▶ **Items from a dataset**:
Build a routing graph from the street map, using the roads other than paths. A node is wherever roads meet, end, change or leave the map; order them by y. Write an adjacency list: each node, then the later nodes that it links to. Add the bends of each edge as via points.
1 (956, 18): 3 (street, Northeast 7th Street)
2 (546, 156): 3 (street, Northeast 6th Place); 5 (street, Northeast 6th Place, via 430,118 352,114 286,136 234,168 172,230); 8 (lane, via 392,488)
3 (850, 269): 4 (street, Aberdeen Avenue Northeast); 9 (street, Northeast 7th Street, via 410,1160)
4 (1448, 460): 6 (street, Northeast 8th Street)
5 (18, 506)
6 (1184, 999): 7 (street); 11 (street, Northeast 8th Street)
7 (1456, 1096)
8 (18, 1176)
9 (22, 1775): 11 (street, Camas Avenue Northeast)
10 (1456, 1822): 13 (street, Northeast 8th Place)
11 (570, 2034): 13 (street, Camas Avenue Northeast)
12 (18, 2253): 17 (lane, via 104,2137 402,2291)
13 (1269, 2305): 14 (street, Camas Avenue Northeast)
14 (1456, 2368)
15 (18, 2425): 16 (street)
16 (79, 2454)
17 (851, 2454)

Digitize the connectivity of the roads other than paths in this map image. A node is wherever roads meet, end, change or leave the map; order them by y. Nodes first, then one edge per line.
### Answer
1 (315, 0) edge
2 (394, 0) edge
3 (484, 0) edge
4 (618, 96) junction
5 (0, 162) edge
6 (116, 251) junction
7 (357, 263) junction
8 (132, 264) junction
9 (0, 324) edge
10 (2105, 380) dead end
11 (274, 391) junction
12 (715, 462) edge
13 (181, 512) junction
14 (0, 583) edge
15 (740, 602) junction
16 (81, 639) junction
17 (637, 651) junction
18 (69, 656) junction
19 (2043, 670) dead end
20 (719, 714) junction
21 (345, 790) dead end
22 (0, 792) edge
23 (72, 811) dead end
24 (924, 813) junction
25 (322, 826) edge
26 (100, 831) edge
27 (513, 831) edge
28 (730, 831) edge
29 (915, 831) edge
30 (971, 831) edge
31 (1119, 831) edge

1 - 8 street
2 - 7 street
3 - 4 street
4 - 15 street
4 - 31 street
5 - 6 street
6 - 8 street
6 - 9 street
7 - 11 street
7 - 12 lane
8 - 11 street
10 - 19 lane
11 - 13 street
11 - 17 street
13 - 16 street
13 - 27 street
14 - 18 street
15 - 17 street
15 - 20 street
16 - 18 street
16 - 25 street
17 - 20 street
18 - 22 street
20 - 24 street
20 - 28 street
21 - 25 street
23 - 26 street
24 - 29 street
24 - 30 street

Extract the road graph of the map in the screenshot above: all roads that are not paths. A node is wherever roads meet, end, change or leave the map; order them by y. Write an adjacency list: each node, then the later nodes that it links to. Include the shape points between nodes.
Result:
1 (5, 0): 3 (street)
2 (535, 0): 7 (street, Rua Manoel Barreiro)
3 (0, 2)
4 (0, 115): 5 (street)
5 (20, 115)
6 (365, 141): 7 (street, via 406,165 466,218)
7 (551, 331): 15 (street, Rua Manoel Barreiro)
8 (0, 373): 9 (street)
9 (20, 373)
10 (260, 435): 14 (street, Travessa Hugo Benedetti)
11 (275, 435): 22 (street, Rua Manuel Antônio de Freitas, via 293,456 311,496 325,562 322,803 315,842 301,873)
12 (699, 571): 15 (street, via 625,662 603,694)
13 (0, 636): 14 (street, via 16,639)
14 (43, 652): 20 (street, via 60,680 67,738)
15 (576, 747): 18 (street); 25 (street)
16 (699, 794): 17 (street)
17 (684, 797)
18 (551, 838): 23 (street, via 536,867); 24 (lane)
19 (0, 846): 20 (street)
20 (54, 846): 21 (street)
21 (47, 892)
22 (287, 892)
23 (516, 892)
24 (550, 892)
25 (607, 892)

▶ **Exercise details**: Word for word, copy out the records.

▶ **Solution for this exercise**:
Build a routing graph from the street map, using the roads other than paths. A node is wherever roads meet, end, change or leave the map; order them by y. Write an adjacency list: each node, then the later nodes that it links to. Add the bends of each edge as via points.
1 (956, 18): 3 (street, Northeast 7th Street)
2 (546, 156): 3 (street, Northeast 6th Place); 5 (street, Northeast 6th Place, via 430,118 352,114 286,136 234,168 172,230); 8 (lane, via 392,488)
3 (850, 269): 4 (street, Aberdeen Avenue Northeast); 9 (street, Northeast 7th Street, via 410,1160)
4 (1448, 460): 6 (street, Northeast 8th Street)
5 (18, 506)
6 (1184, 999): 7 (street); 11 (street, Northeast 8th Street)
7 (1456, 1096)
8 (18, 1176)
9 (22, 1775): 11 (street, Camas Avenue Northeast)
10 (1456, 1822): 13 (street, Northeast 8th Place)
11 (570, 2034): 13 (street, Camas Avenue Northeast)
12 (18, 2253): 17 (lane, via 104,2137 402,2291)
13 (1269, 2305): 14 (street, Camas Avenue Northeast)
14 (1456, 2368)
15 (18, 2425): 16 (street)
16 (79, 2454)
17 (851, 2454)

Digitize the connectivity of the roads other than paths in this map image. A node is wherever roads meet, end, change or leave the map; order them by y. Nodes first, then one edge per line.
### Answer
1 (315, 0) edge
2 (394, 0) edge
3 (484, 0) edge
4 (618, 96) junction
5 (0, 162) edge
6 (116, 251) junction
7 (357, 263) junction
8 (132, 264) junction
9 (0, 324) edge
10 (2105, 380) dead end
11 (274, 391) junction
12 (715, 462) edge
13 (181, 512) junction
14 (0, 583) edge
15 (740, 602) junction
16 (81, 639) junction
17 (637, 651) junction
18 (69, 656) junction
19 (2043, 670) dead end
20 (719, 714) junction
21 (345, 790) dead end
22 (0, 792) edge
23 (72, 811) dead end
24 (924, 813) junction
25 (322, 826) edge
26 (100, 831) edge
27 (513, 831) edge
28 (730, 831) edge
29 (915, 831) edge
30 (971, 831) edge
31 (1119, 831) edge

1 - 8 street
2 - 7 street
3 - 4 street
4 - 15 street
4 - 31 street
5 - 6 street
6 - 8 street
6 - 9 street
7 - 11 street
7 - 12 lane
8 - 11 street
10 - 19 lane
11 - 13 street
11 - 17 street
13 - 16 street
13 - 27 street
14 - 18 street
15 - 17 street
15 - 20 street
16 - 18 street
16 - 25 street
17 - 20 street
18 - 22 street
20 - 24 street
20 - 28 street
21 - 25 street
23 - 26 street
24 - 29 street
24 - 30 street

Extract the road graph of the map in the screenshot above: all roads that are not paths. A node is wherever roads meet, end, change or leave the map; order them by y. Write an adjacency list: each node, then the later nodes that it links to. Include the shape points between nodes.
Result:
1 (5, 0): 3 (street)
2 (535, 0): 7 (street, Rua Manoel Barreiro)
3 (0, 2)
4 (0, 115): 5 (street)
5 (20, 115)
6 (365, 141): 7 (street, via 406,165 466,218)
7 (551, 331): 15 (street, Rua Manoel Barreiro)
8 (0, 373): 9 (street)
9 (20, 373)
10 (260, 435): 14 (street, Travessa Hugo Benedetti)
11 (275, 435): 22 (street, Rua Manuel Antônio de Freitas, via 293,456 311,496 325,562 322,803 315,842 301,873)
12 (699, 571): 15 (street, via 625,662 603,694)
13 (0, 636): 14 (street, via 16,639)
14 (43, 652): 20 (street, via 60,680 67,738)
15 (576, 747): 18 (street); 25 (street)
16 (699, 794): 17 (street)
17 (684, 797)
18 (551, 838): 23 (street, via 536,867); 24 (lane)
19 (0, 846): 20 (street)
20 (54, 846): 21 (street)
21 (47, 892)
22 (287, 892)
23 (516, 892)
24 (550, 892)
25 (607, 892)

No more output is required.